为了评估模型的性能，我们定义了一个计算准确率的函数。该函数将模型的预测结果与真实标签进行比较，并返回准确率。

import numpy as np

accuracy = evaluate.load("accuracy")

def compute_metric(pred):
    predictions, labels = pred
    predictions = np.argmax(predictions, axis=-1)
    return accuracy.compute(predictions=predictions, references=labels)

6. 配置训练参数

我们使用 TrainingArguments 类来配置模型的训练参数，包括批量大小、训练轮数、日志记录频率等。

args = TrainingArguments(
    output_dir="./muliple_choice",
    per_device_train_batch_size=16,
    per_device_eval_batch_size=16,
    num_train_epochs=1,
    logging_steps=50,
    eval_strategy="epoch",
    save_strategy="epoch",
    load_best_model_at_end=True,
    fp16=True
)

7. 创建 Trainer

Trainer 类是 Hugging Face Transformers 库中的一个高级 API，用于简化模型的训练和评估过程。我们将模型、训练参数、数据集和评估函数传递给 Trainer。

trainer = Trainer(
    model=model,
    args=args,
    tokenizer=tokenizer,
    train_dataset=tokenized_c3["train"],
    eval_dataset=tokenized_c3["validation"],
    compute_metrics=compute_metric
)

8. 训练模型

在配置好所有参数后，我们开始训练模型。训练过程中，模型会根据训练数据进行参数更新，并在每个 epoch 结束时进行评估。

for param in model.parameters():
    if not param.is_contiguous():
        param.data = param.contiguous()
trainer.train()

9. 评估模型

训练完成后，我们使用自定义的流水线来评估模型的性能。该流水线将上下文、问题和选项作为输入，并返回模型预测的答案。

from typing import Any
import torch

class MultipleChoicePipeline:
    def __init__(self, model, tokenizer) -> None:
        self.model = model
        self.tokenizer = tokenizer
        self.device = model.device

    def preprocess(self, context, quesiton, choices):
        cs, qcs = [], []
        for choice in choices:
            cs.append(context)
            qcs.append(quesiton + " " + choice)
        return tokenizer(cs, qcs, truncation="only_first", max_length=256, return_tensors="pt")
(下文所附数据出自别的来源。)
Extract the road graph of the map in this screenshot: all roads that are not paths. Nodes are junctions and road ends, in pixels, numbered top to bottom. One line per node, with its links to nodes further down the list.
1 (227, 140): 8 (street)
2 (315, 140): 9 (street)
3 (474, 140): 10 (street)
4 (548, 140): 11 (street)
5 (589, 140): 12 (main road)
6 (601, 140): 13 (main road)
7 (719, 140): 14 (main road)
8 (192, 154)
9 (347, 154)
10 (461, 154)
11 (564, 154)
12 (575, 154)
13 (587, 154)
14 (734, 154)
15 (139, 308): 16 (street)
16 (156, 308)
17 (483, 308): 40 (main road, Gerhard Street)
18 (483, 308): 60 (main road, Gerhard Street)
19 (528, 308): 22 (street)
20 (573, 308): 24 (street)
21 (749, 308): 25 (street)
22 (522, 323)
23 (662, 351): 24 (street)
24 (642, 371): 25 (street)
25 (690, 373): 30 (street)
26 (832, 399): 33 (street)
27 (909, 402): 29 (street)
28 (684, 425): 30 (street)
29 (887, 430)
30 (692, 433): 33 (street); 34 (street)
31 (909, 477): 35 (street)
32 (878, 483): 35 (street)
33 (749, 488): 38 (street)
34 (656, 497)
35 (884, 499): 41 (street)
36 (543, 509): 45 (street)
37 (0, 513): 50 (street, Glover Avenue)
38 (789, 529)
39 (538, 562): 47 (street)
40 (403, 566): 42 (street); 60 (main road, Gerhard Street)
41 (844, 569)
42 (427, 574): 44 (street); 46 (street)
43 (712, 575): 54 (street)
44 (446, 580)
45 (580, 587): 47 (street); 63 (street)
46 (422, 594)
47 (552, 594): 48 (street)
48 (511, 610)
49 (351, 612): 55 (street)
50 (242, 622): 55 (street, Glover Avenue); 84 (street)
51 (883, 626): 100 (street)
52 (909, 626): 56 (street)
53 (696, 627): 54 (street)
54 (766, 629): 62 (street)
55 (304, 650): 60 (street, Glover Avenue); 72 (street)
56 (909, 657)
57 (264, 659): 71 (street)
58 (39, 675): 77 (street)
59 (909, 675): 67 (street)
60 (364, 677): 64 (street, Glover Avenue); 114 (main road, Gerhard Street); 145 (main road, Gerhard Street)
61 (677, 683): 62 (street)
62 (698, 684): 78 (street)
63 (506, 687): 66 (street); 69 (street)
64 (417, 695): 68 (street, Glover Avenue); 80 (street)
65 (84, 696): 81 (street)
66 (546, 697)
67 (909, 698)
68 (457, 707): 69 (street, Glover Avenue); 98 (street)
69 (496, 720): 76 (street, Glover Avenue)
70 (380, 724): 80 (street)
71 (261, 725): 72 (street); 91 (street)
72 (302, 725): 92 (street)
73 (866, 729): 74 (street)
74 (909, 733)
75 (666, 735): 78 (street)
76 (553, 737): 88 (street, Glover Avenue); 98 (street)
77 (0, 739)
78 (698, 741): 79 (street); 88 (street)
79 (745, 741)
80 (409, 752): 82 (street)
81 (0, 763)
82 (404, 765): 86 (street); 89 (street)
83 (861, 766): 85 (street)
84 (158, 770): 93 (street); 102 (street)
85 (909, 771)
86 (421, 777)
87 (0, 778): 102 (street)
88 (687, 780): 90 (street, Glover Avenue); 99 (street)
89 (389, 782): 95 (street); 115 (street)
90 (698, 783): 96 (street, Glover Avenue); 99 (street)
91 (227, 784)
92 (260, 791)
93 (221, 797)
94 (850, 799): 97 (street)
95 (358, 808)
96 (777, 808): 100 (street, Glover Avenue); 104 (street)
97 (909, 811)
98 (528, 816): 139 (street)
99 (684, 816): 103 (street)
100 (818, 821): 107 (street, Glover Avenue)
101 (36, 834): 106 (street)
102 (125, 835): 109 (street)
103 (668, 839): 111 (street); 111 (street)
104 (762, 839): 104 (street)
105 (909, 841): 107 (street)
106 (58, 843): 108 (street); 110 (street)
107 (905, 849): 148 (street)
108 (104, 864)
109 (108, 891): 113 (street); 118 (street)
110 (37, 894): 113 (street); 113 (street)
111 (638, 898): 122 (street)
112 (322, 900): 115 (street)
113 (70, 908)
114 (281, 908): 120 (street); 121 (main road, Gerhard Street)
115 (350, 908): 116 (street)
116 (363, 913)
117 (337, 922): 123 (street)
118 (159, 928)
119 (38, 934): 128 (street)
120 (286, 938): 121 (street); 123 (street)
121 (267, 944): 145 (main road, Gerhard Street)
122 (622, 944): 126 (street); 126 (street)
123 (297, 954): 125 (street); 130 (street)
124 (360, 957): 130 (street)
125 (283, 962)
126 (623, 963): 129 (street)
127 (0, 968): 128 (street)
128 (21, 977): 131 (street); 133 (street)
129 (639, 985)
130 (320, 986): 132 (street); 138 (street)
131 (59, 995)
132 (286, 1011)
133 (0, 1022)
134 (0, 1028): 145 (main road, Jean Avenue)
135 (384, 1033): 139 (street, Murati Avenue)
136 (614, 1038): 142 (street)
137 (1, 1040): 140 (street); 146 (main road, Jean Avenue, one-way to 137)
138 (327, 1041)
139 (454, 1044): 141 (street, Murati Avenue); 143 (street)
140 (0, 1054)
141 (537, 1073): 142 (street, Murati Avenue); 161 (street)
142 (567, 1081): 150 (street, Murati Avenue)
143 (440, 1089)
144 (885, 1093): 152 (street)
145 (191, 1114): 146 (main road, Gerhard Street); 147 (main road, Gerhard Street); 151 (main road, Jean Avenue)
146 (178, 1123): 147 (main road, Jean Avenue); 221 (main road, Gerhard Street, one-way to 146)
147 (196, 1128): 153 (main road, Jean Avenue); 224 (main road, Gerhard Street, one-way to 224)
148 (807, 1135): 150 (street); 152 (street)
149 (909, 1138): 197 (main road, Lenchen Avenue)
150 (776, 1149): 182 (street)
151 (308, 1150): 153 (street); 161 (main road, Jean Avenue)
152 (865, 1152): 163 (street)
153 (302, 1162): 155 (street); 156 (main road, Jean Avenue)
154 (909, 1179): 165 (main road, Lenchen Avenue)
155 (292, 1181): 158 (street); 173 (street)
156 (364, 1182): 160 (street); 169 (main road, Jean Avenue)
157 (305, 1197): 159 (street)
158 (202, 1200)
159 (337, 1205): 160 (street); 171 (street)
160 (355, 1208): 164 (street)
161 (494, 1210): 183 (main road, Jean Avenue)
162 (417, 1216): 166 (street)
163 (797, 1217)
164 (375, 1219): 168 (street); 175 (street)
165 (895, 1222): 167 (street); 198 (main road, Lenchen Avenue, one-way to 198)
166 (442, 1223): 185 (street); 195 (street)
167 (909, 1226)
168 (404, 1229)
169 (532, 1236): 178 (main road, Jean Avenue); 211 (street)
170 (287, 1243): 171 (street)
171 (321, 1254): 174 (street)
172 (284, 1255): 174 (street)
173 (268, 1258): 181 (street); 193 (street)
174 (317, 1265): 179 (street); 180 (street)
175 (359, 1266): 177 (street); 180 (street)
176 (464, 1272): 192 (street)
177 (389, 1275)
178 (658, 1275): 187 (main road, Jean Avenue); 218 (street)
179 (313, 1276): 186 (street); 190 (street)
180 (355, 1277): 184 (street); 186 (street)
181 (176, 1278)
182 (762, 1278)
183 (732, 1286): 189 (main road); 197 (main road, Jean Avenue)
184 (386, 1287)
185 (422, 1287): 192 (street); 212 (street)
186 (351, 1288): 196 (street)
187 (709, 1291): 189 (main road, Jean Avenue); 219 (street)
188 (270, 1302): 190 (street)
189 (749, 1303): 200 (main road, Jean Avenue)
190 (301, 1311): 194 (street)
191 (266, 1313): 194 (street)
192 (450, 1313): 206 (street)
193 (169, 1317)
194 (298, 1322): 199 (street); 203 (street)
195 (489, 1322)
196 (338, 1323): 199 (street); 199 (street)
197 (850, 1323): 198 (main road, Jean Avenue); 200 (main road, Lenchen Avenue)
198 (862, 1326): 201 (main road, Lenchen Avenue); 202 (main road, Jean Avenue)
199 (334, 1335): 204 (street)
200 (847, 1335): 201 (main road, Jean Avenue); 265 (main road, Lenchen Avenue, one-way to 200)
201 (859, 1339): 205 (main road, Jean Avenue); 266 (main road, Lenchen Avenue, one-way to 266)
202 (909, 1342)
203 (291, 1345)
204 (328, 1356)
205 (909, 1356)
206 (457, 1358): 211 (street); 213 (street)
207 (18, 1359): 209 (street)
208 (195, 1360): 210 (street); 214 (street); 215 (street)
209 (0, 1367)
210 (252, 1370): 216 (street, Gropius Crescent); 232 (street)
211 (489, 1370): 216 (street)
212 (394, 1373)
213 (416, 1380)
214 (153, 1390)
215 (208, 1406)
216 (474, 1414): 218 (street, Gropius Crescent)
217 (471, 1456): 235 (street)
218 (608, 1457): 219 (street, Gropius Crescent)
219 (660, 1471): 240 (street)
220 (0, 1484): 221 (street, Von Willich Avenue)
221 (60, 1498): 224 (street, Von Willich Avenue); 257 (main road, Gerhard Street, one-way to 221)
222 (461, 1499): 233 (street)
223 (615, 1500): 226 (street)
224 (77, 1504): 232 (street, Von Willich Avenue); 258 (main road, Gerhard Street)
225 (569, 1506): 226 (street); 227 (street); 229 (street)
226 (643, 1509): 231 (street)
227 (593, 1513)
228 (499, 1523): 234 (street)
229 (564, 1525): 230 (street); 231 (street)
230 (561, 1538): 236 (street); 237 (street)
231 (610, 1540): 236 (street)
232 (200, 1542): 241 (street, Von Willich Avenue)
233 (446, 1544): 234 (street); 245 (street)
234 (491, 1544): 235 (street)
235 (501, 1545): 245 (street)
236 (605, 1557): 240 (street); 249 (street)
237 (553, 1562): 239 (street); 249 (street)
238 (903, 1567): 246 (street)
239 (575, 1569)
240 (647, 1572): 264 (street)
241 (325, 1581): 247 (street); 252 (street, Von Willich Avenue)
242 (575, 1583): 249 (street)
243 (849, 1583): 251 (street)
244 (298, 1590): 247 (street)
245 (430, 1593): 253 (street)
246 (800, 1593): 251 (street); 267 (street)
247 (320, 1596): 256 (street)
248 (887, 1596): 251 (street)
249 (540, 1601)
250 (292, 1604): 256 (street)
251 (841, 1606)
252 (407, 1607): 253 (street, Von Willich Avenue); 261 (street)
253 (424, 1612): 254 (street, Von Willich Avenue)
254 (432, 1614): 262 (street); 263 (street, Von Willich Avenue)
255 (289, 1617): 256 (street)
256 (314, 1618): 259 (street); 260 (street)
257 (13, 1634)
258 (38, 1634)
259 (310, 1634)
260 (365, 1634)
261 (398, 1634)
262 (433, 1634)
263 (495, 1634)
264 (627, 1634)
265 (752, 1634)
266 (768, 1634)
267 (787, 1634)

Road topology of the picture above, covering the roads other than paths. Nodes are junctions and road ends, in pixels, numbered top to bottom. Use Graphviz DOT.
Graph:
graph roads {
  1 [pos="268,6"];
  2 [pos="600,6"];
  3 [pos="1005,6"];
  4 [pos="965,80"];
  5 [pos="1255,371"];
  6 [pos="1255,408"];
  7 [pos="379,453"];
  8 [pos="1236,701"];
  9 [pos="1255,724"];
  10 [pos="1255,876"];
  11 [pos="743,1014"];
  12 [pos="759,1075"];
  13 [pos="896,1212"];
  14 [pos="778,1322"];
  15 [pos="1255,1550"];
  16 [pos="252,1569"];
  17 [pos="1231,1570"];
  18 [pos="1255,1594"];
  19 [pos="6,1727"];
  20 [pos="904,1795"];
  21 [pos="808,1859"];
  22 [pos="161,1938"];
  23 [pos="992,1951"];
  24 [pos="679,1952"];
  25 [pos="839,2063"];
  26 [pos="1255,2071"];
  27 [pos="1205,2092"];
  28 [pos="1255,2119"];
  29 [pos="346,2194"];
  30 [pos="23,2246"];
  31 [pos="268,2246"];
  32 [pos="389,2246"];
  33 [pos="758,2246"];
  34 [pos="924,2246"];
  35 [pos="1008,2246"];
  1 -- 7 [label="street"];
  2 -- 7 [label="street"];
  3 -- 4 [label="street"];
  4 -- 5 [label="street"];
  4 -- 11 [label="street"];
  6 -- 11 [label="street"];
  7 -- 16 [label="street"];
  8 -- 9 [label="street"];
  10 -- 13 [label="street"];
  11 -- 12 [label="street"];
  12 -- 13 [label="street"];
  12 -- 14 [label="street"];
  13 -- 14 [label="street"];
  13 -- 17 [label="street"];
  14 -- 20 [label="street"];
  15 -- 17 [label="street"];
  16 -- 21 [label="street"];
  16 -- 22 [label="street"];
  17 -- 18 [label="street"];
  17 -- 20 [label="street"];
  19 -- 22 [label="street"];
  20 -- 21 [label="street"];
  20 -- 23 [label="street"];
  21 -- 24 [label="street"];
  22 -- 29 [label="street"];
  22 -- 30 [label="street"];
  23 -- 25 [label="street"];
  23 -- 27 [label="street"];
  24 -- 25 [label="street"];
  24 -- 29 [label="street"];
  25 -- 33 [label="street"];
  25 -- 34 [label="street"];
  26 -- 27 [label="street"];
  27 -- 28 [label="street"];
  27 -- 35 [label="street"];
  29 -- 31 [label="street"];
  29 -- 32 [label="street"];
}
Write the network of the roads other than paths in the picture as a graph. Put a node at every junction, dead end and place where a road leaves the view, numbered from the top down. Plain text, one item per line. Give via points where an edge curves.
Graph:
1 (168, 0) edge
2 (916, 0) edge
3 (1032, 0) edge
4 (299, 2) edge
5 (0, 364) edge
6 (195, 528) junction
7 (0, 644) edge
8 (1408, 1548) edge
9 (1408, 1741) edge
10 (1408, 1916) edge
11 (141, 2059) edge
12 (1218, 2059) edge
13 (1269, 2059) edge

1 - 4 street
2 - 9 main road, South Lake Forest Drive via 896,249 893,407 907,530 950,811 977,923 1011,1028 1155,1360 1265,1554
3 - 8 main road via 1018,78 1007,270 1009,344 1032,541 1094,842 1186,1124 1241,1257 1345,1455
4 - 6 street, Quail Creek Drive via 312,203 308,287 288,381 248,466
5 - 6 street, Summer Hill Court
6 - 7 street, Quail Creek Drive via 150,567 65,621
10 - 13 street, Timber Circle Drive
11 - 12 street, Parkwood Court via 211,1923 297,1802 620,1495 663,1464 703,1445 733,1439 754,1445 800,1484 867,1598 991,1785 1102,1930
    def predict(self, inputs):
        inputs = {k: v.unsqueeze(0).to(self.device) for k, v in inputs.items()}
        return self.model(**inputs).logits

    def postprocess(self, logits, choices):
        predition = torch.argmax(logits, dim=-1).cpu().item()
        return choices[predition]

    def __call__(self, context, question, choices) -> Any:
        inputs = self.preprocess(context, question, choices)
        logits = self.predict(inputs)
        result = self.postprocess(logits, choices)
        return result

pipe = MultipleChoicePipeline(model, tokenizer)
pipe("我爱你你却爱着他", "你爱谁？", ["他", "你", "我"])

10. 保存模型

最后，我们将训练好的模型保存到指定路径，以便后续使用或部署。

model_save_path = "/content/drive/MyDrive/ai-learning/2.NLP Task/04-multiple-choice/model"
model.save_pretrained(model_save_path)

通过以上步骤，我们成功地使用 Transformer 技术实现了一个多项选择任务。希望本文能帮助你更好地理解 Transformer 在 NLP 任务中的应用。